About the Exhibition

April 30 – September 30, 2015

As part of its mission to study contemporary Jewry, the YIVO Institute for Jewish Research published its first linguistic study in 1926, just a year after its founding. Entitled Filologishe shriftn (Writings on Philology), this scholarly work was published in honor of German-Jewish linguist Alfred Landoy. A hefty academic tome, the volume is filled with articles on topics ranging from a study of Jewish dialects in Estonia to the particularities of noun declension in the Yiddish language, among many others.

Among these scholarly works is a three-page lexicon of Yiddish fighting terms compiled by linguist Hershl Grinboym. In a short introduction, YIVO founder Max Weinreich notes a complaint registered in an 1867 edition of the Varshever yidishe tsaytung (Warsaw Jewish Newspaper) that hinged on a stereotype that Jews were physically weak and avoided fighting. He noted that this sensibility caused detractors of Yiddish to claim that the language itself was a 98-pound lexical weakling, devoid of a vocabulary that dealt with interpersonal violence.

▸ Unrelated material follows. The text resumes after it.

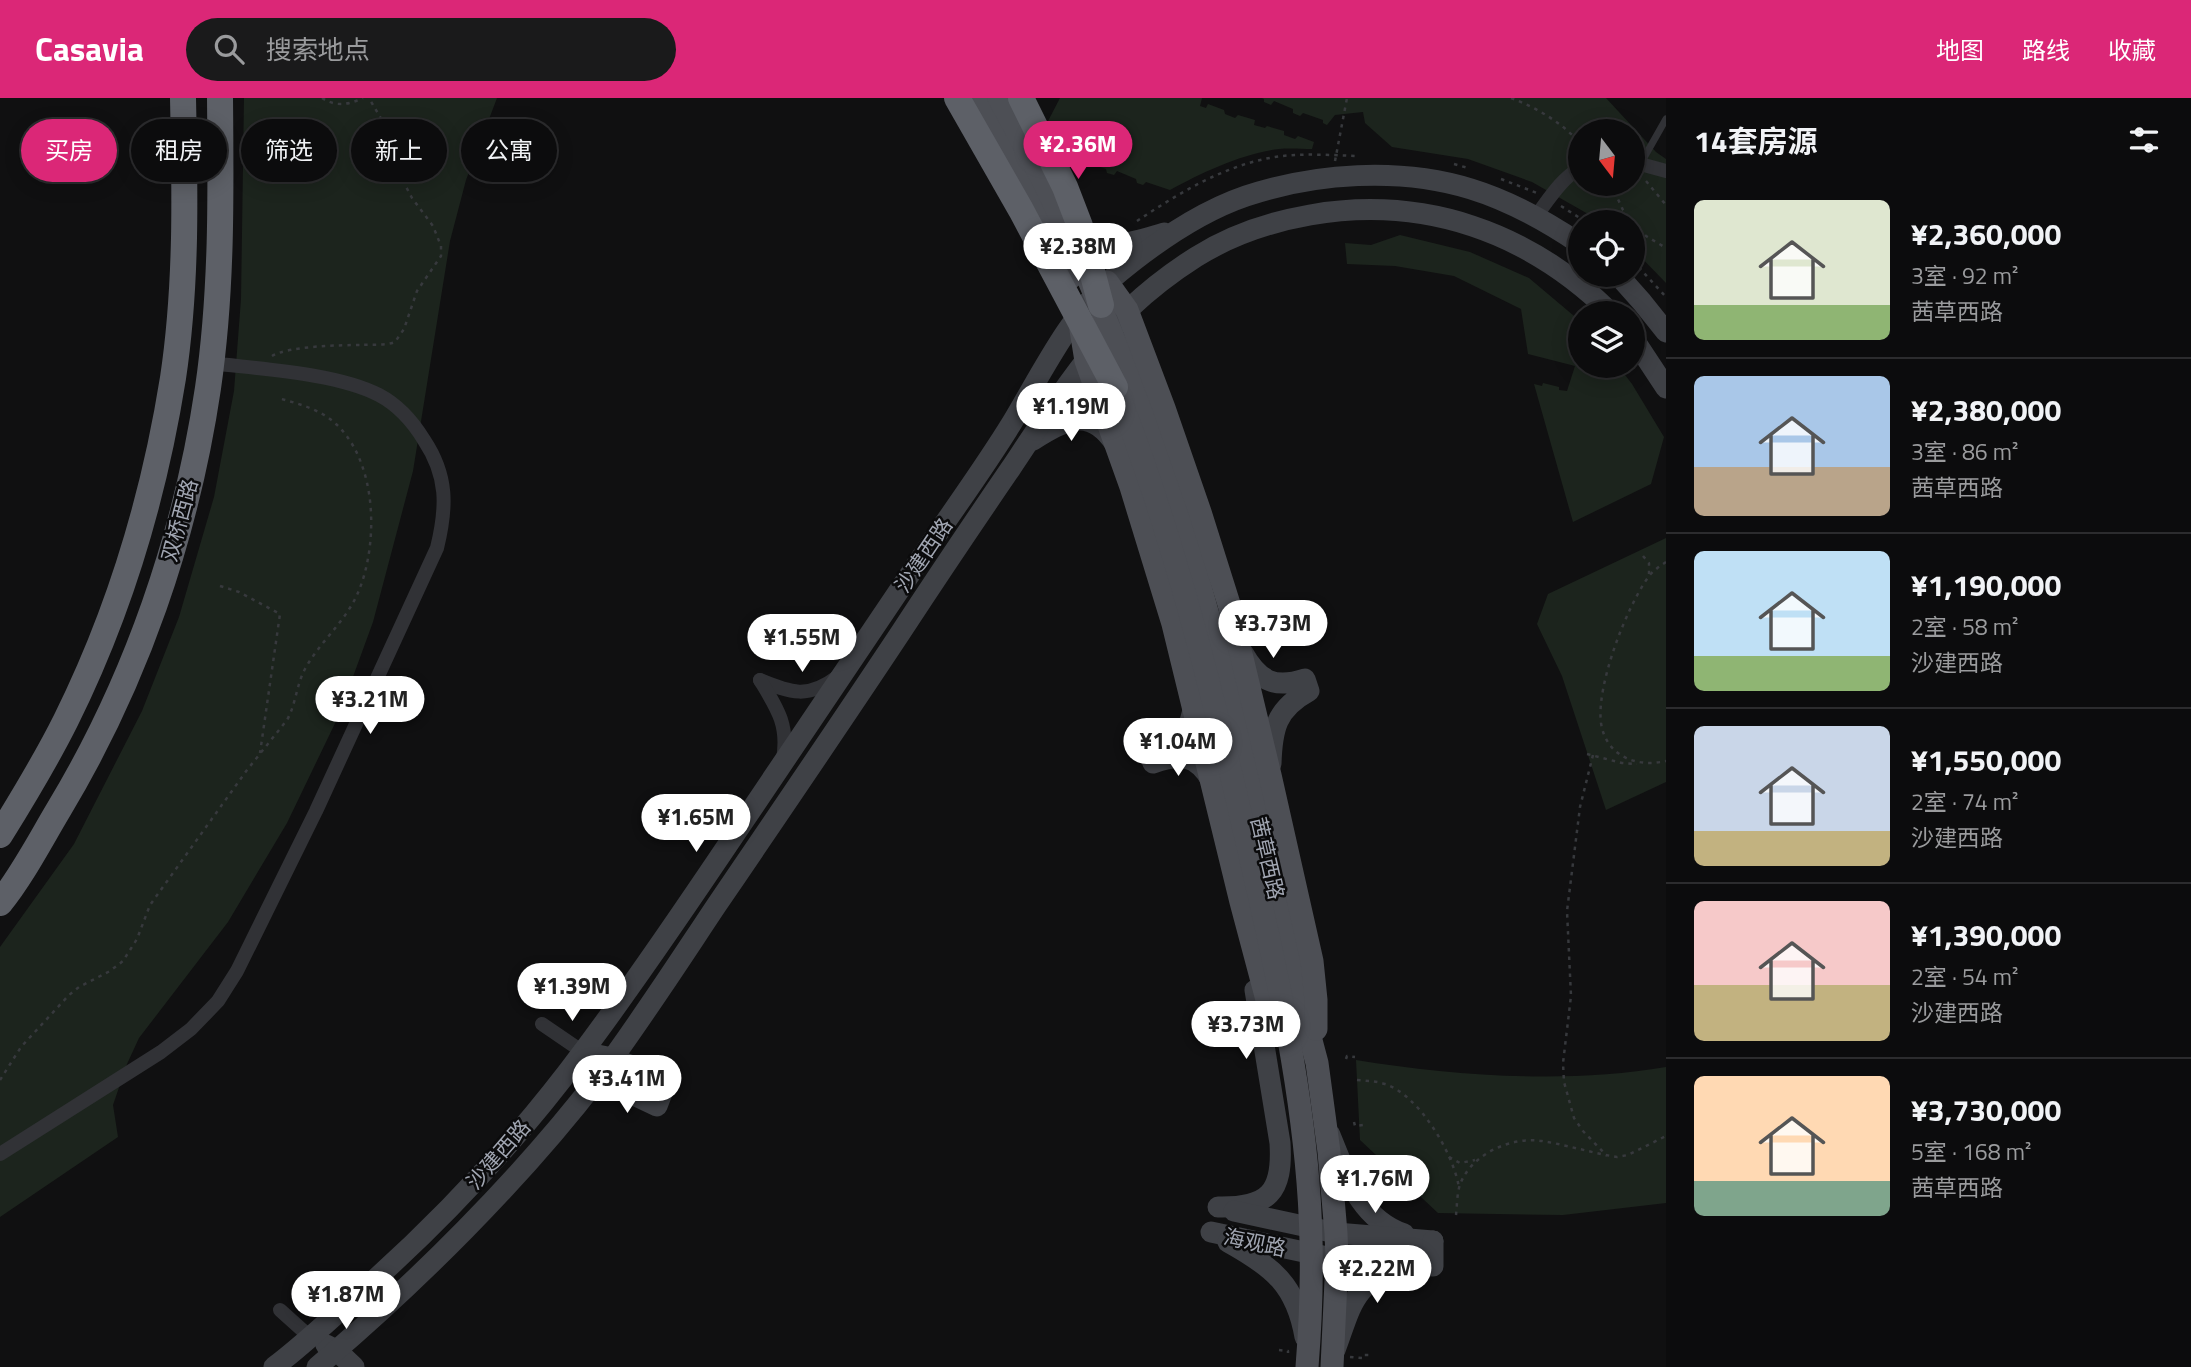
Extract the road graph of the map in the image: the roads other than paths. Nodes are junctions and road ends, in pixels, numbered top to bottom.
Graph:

The reality, as Grinboym proved, is that Yiddish is actually quite rich in the physical realm where Jews supposedly feared to tread. Little known to the intellectual classes, fighting words were the rhetorical domain of the undocumented and disdained subclasses of Yiddish speakers; blacksmiths, butchers, porters, wagon drivers, and others who worked with their hands and bodies, who fought with each other and anyone else that dared cross them. Some channeled their fighting prowess into more organized frameworks and joined sports clubs. By the interwar period, professional wrestling and boxing had become very popular among Jews -- as both fans and athletes. 

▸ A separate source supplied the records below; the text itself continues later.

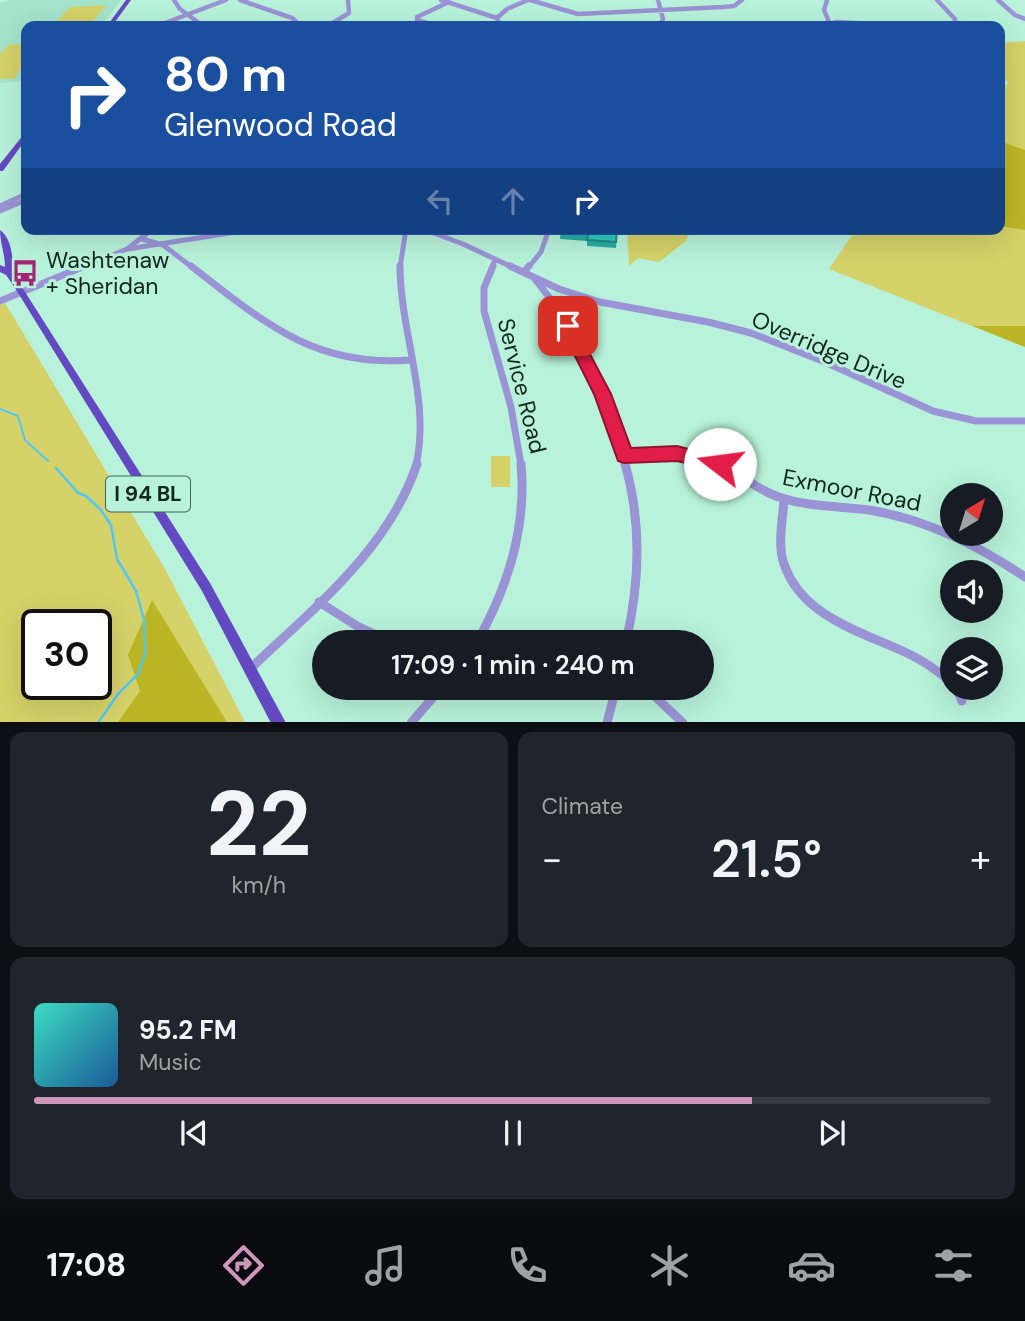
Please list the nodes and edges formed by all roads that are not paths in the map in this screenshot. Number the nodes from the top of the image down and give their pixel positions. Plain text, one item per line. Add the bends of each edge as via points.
1 (129, 0) edge
2 (174, 0) edge
3 (226, 0) edge
4 (240, 0) edge
5 (348, 0) edge
6 (441, 0) edge
7 (529, 0) edge
8 (658, 0) edge
9 (742, 0) edge
10 (827, 0) edge
11 (937, 0) edge
12 (998, 0) edge
13 (449, 2) junction
14 (661, 9) junction
15 (188, 14) junction
16 (497, 18) junction
17 (1025, 19) edge
18 (113, 21) edge
19 (170, 21) edge
20 (197, 21) edge
21 (295, 21) edge
22 (336, 21) edge
23 (427, 21) edge
24 (498, 21) edge
25 (660, 21) edge
26 (829, 21) edge
27 (955, 21) edge
28 (21, 142) edge
29 (2, 167) edge
30 (0, 179) edge
31 (21, 196) edge
32 (21, 202) edge
33 (0, 206) edge
34 (0, 211) edge
35 (0, 232) edge
36 (146, 235) edge
37 (220, 235) edge
38 (406, 235) edge
39 (442, 235) edge
40 (547, 235) edge
41 (142, 239) junction
42 (0, 244) edge
43 (163, 245) junction
44 (127, 249) junction
45 (9, 255) junction
46 (495, 259) junction
47 (5, 270) edge
48 (524, 272) junction
49 (533, 276) junction
50 (566, 291) junction
51 (22, 292) junction
52 (0, 301) edge
53 (556, 304) junction
54 (411, 360) junction
55 (1025, 421) edge
56 (624, 456) junction
57 (784, 499) junction
58 (1025, 577) edge
59 (320, 602) junction
60 (366, 630) edge
61 (484, 630) edge
62 (629, 630) edge
63 (251, 668) junction
64 (940, 675) edge
65 (431, 700) edge
66 (613, 700) edge
67 (659, 700) edge
68 (278, 722) edge
69 (412, 722) edge
70 (607, 722) edge
71 (682, 722) edge

1 - 18 main road
2 - 15 street
3 - 15 street
4 - 21 street
5 - 22 street via 349,13
6 - 13 street
7 - 14 street via 578,14
7 - 16 street
8 - 14 street
9 - 14 street via 723,7
10 - 26 street via 824,9
11 - 27 street
12 - 17 street
13 - 16 street
13 - 23 street via 417,17
14 - 25 street
15 - 19 street
15 - 20 street
16 - 24 street
28 - 29 main road
29 - 30 main road
31 - 33 street
32 - 34 street
35 - 45 main road, I 94 BL
36 - 41 street
37 - 43 street
38 - 54 street via 400,266
39 - 46 street, Overridge Drive
40 - 48 street via 541,252
41 - 43 street
41 - 44 street
42 - 45 main road
43 - 44 street
43 - 54 street via 290,337 368,362
44 - 51 street
45 - 47 main road, I 94 BL
46 - 48 street, Overridge Drive
46 - 61 street, Service Road via 482,296 523,462 523,499 519,540 497,607
47 - 51 main road, I 94 BL
48 - 49 street, Overridge Drive
49 - 50 street, Overridge Drive
49 - 53 street
50 - 53 street
50 - 55 street, Overridge Drive via 751,333 934,414 976,423
51 - 52 street
51 - 63 main road, I 94 BL via 206,587
53 - 56 street via 603,394
54 - 59 street via 420,433 410,485 385,532
56 - 57 street, Exmoor Road via 667,453 702,458
56 - 62 street via 636,526 637,590
57 - 58 street, Exmoor Road via 913,520 974,545
57 - 64 street via 783,562 802,594 837,621 914,657
59 - 60 street
59 - 63 street
63 - 68 main road, I 94 BL
65 - 69 street
66 - 70 street
67 - 71 street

It should be obvious that violence exists in all cultures. While that may not necessarily a good thing, linguistic enrichment comes from all quarters and it is the bottom that often feeds the top. We are fortunate that YIVO’s scholars had the foresight to collect Yiddish vocabulary from all echelons of Jewish life.

Yiddish Fight Club is also available as a traveling exhibition. For more information, contact:

Dr. Eddy Portnoy
Senior Academic Advisor & Director of Exhibitions
(212) 294-6139


Fighting Words / ווערטער אויף שלאָגן

The following is a small sample of the fighting vocabulary explored in Yiddish Fight Club:

Barne (באַרנע): A closed-fisted hit on the head with the knuckle of the middle finger raised. Known in English as a noogie.
Der gubernator (דער גובערנאַטאָר): “The governer.“ To take one’s thumb and jab it under a person’s ribcage, or into his side. 
Khsime (כסימע/חתימה): Literally, “a signature,” as in, leygn a khsime afn ponem (putting one’s signature on someone’s face).
Dos lempl (דאָס לעמפּל): The Lamp. Squeezing the victims nose, usually with forefinger and thumb. When snot is forced out of the nostrils, it is called likhtelekh, or “little lights.”
Shmir (שמיר): An open-handed smack to the face. This is the same shmir as in cream cheese on a bagel, different context.